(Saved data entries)
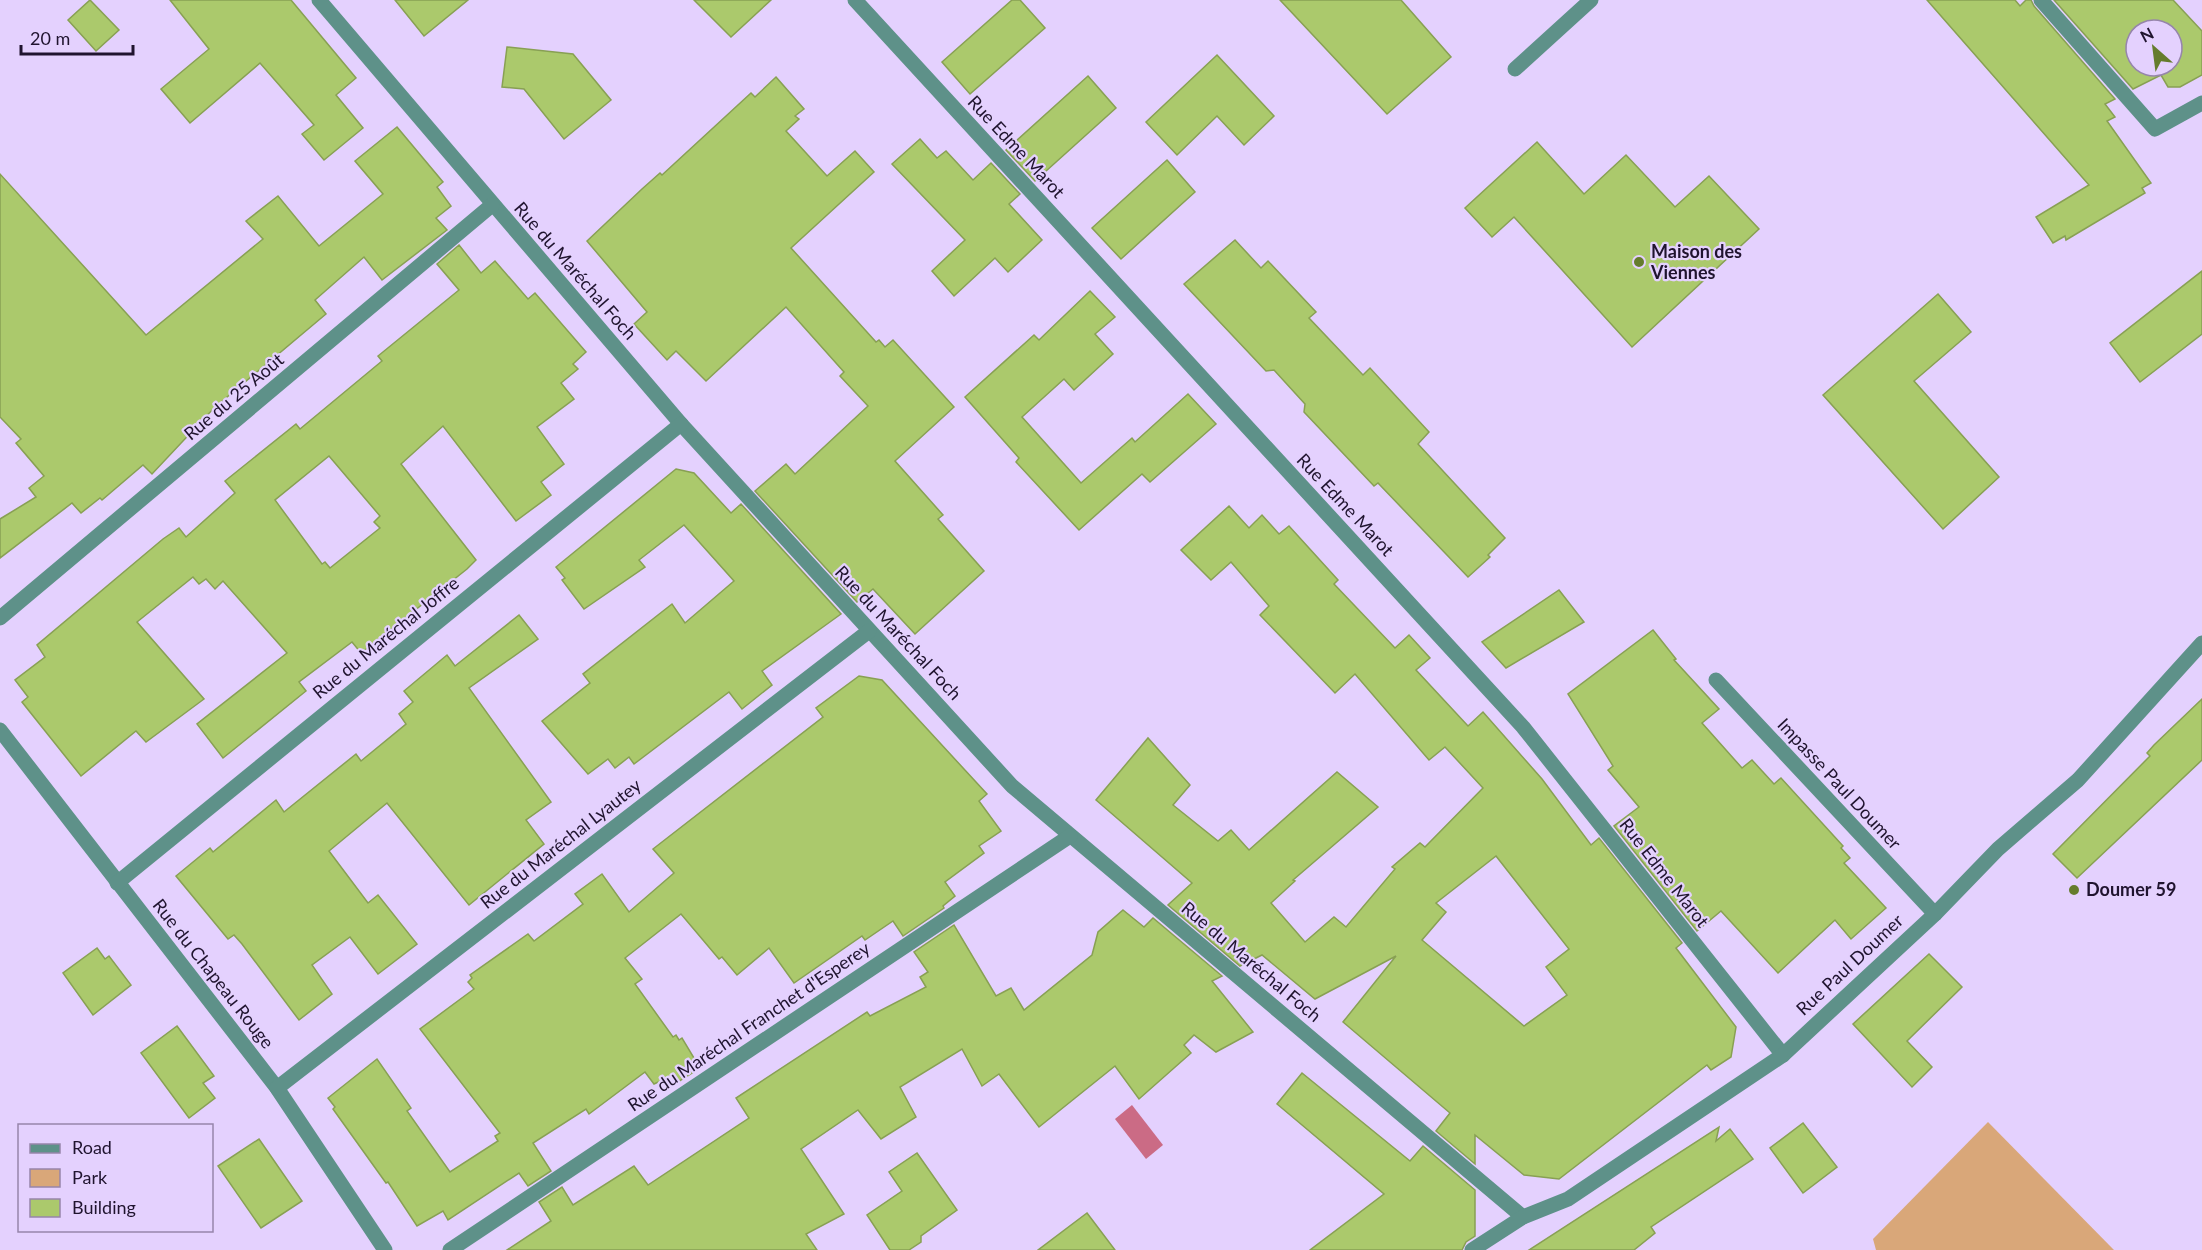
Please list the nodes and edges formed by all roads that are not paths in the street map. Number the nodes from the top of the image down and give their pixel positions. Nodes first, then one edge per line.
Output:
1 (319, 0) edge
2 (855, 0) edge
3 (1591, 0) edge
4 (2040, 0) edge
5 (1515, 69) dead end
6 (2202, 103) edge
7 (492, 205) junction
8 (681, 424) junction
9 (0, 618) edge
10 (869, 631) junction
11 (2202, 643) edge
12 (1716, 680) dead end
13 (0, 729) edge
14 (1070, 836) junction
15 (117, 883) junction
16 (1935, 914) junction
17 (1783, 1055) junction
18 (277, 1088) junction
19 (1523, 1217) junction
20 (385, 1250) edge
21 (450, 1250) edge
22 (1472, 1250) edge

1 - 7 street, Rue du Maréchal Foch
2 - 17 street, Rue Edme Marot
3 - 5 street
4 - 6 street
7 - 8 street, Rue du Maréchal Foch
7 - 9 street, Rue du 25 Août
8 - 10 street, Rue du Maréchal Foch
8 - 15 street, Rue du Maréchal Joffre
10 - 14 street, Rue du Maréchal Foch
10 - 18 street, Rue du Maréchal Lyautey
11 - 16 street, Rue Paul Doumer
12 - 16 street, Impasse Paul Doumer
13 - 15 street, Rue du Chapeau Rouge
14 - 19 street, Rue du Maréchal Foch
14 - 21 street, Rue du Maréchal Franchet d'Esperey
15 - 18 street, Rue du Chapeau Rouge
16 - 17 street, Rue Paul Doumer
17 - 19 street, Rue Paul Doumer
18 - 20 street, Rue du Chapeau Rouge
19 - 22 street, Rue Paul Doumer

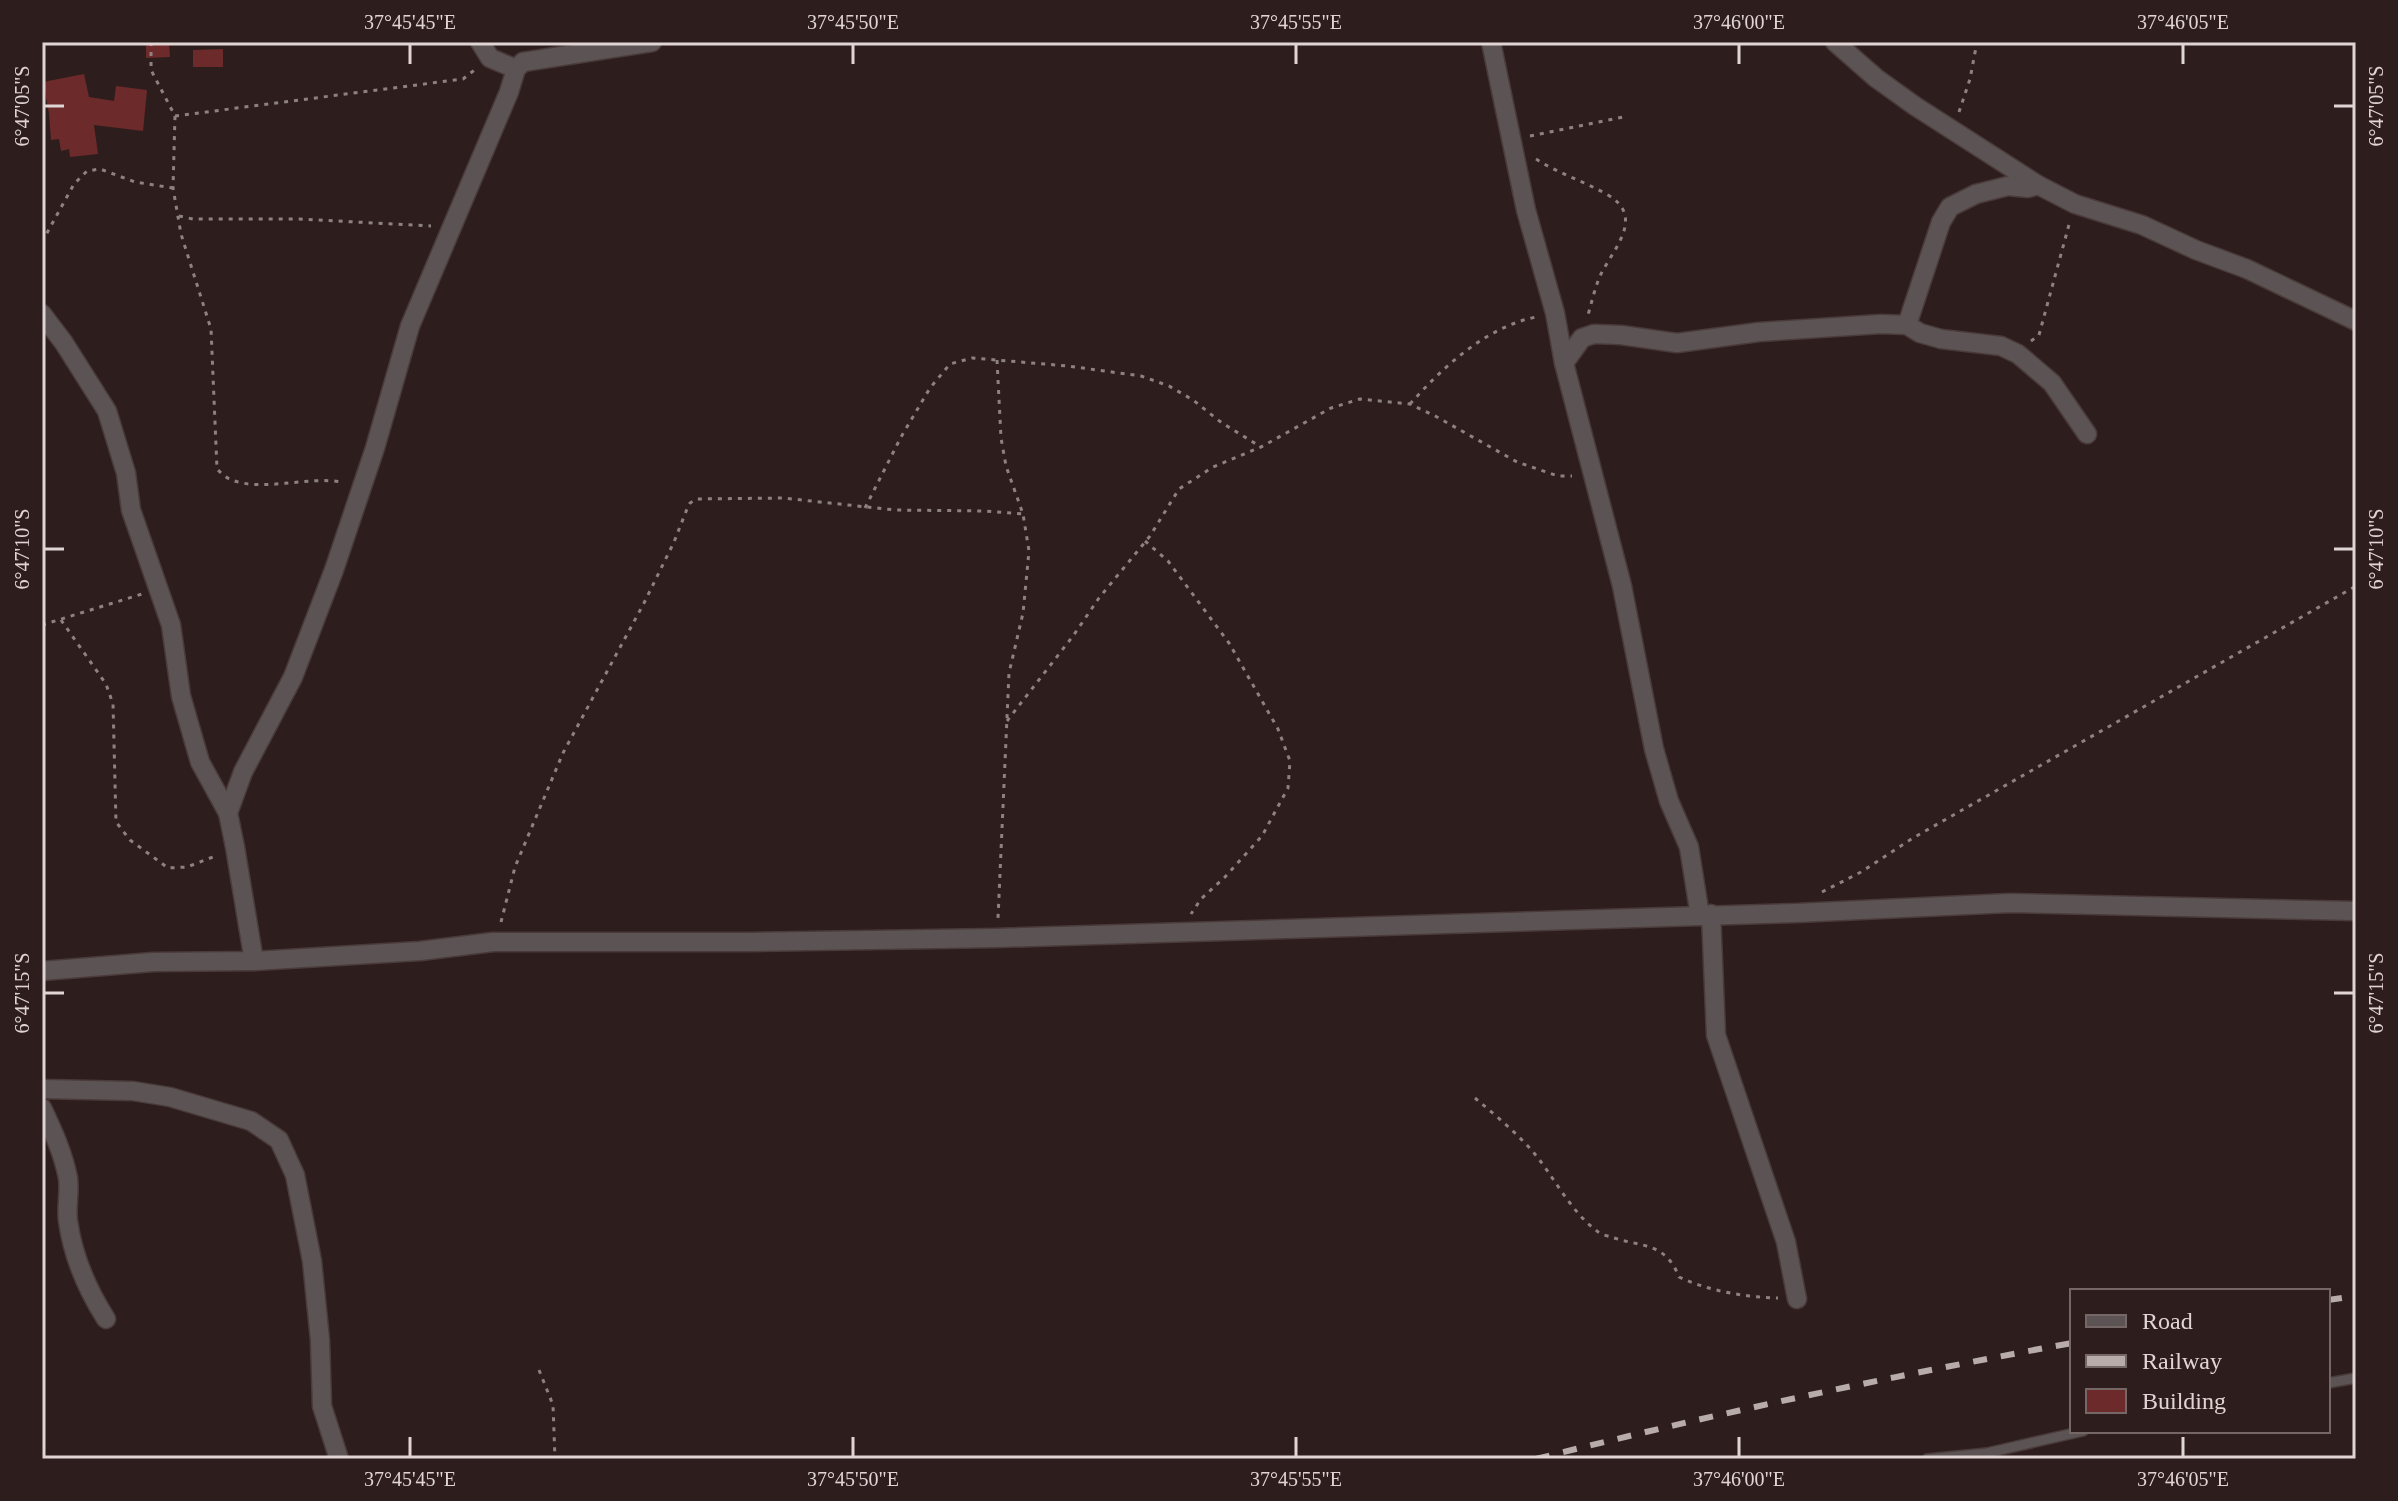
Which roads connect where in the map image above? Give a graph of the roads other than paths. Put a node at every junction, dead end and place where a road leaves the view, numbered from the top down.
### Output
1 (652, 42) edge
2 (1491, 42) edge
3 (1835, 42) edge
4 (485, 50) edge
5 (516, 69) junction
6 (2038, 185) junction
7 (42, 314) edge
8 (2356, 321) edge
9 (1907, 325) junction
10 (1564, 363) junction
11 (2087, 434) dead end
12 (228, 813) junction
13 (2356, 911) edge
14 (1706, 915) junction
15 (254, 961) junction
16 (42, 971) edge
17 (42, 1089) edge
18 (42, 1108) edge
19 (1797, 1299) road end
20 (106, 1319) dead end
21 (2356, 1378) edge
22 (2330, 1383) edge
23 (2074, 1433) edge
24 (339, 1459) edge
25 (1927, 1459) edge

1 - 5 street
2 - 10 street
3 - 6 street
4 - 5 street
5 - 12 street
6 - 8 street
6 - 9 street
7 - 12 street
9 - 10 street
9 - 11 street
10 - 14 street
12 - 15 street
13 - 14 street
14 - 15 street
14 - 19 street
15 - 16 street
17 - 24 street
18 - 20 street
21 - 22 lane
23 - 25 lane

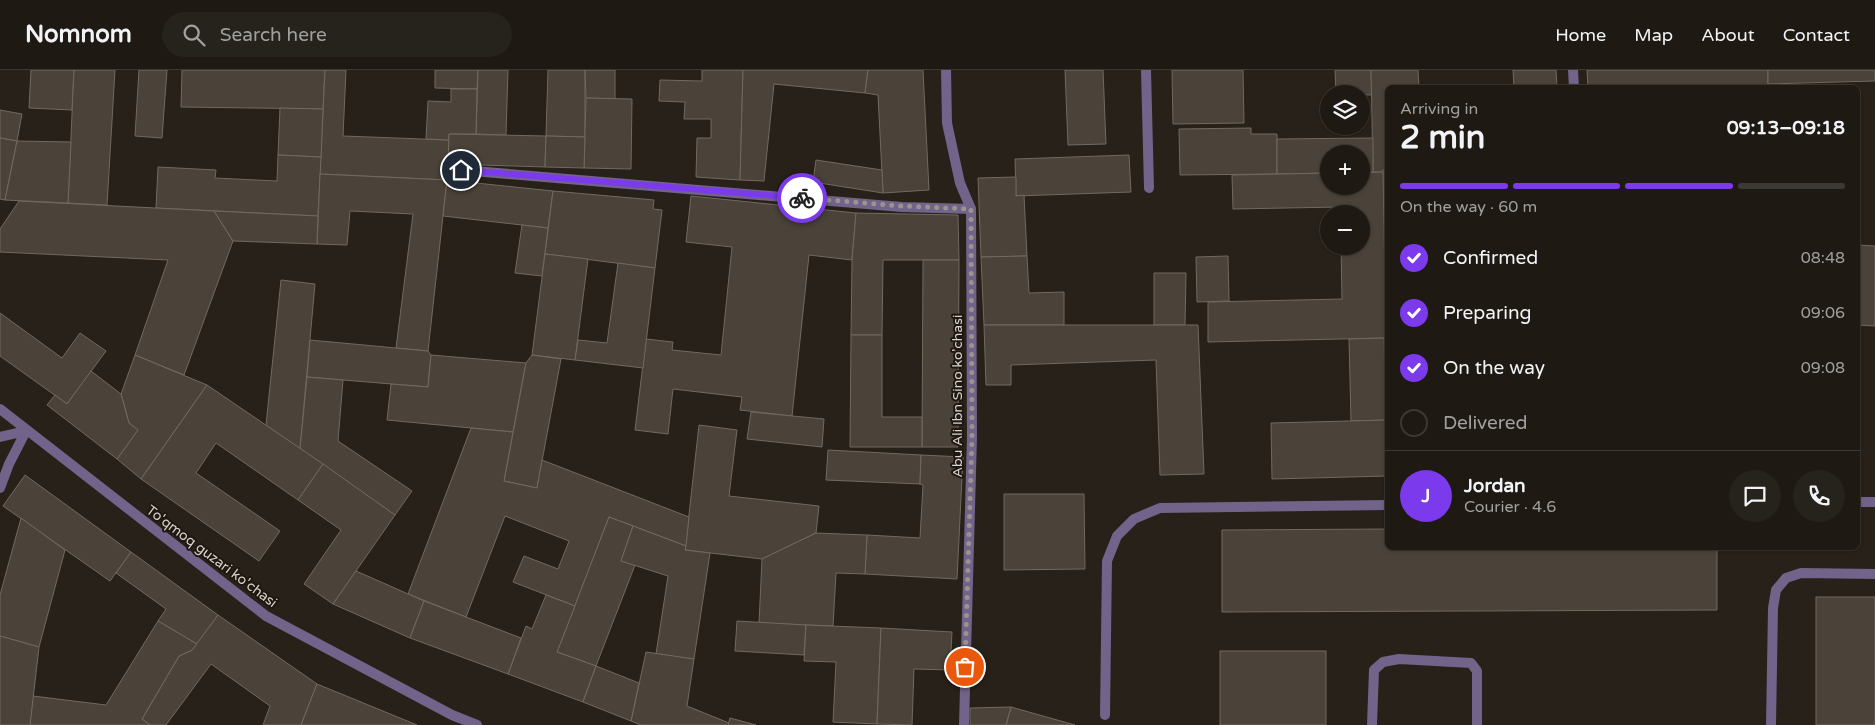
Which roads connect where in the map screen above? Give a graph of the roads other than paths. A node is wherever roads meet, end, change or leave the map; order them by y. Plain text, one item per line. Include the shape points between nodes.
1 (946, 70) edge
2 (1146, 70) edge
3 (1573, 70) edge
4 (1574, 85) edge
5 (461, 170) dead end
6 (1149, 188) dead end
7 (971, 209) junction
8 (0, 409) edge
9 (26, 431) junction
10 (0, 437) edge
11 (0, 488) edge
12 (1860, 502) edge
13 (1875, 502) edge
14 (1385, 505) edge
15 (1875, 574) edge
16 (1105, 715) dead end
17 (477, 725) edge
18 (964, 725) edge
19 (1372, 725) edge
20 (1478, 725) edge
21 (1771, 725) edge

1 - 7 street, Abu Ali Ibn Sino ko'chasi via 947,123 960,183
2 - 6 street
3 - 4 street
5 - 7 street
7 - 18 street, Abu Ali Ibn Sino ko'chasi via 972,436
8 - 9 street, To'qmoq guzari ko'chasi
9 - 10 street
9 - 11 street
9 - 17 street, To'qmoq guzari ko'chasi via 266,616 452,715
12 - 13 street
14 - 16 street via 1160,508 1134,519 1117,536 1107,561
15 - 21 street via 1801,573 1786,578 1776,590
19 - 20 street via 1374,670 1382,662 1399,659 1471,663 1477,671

#### [Work task]
Look through the records above for the word "down". Report how many lines contain it, as a bare number.

#### [Exercise answer]
2